Wetterberg argued in an opinion article in the Dagens Nyheter (DN) daily on Tuesday that a federal Nordic state would enable Scandinavian countries to be more resilient in the face of global financial storms.
"A united Nordic state would be far stronger in the face of the outside world than the five countries individually, while an increasingly common domestic market would provide significantly better growth than today," Wetterberg argued.
He continued to call on leaders to "enhance emergency preparedness by exploring the conditions for joining together", bemoaning that the possibility is barely considered to exist.
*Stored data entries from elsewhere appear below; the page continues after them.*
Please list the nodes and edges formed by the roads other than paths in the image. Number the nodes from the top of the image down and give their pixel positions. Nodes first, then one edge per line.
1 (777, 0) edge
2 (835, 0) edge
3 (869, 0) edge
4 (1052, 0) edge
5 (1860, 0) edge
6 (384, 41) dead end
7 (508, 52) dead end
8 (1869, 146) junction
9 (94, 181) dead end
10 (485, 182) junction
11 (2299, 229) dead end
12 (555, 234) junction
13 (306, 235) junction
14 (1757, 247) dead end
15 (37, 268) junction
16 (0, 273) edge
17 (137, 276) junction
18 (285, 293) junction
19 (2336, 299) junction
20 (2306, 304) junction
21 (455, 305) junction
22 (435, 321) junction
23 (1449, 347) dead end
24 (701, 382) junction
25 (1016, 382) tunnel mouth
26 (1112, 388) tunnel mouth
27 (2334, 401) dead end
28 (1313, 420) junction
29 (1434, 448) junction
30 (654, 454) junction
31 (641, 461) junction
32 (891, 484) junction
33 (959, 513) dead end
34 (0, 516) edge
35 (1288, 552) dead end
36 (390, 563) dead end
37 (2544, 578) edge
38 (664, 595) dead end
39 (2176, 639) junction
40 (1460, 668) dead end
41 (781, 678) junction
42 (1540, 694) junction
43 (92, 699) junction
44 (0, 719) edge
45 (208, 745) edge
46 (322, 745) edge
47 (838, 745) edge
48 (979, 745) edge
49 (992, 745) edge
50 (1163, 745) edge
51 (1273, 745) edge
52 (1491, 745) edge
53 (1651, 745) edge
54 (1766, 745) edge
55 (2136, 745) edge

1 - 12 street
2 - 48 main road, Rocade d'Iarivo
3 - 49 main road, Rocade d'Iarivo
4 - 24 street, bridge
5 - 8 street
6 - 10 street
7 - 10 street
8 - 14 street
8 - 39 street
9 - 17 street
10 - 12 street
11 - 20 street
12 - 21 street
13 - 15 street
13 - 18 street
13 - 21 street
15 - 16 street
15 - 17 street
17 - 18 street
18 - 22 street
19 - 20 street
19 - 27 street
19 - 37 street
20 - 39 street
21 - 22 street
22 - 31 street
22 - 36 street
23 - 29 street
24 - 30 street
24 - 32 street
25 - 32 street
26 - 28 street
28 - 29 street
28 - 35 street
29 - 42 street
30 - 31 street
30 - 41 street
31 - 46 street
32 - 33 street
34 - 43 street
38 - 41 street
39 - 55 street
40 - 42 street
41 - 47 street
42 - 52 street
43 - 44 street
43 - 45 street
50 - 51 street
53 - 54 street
Wetterberg, who is a prominent social commentator and historian, first raised the prospect of a union two years ago when he presented a proposal for a new Kalmar Union, referring to the historical term meaning a series of unions between the kingdoms of Denmark, Norway and Sweden from 1397 to 1523.
While he noted that his call courted comment and praise, he underlined that little has been done in the interim to seriously consider the alternative, despite the ongoing debt crisis afflicting several EU countries and threatening the very existence of the euro.
Wetterberg warned that if the EU moves towards a more federal solution in order to tackle the problems with the single currency, then Scandinavia needs to stand ready.
"Otherwise it will be difficult to maintain openness and free trade with other countries' weakness for protectionism and secrecy," he argued.
A comparison was made with the US, where while maintaining a federal system with significant differences between the states, it is possible for workers to move across the country to account for fluctuations in the economy.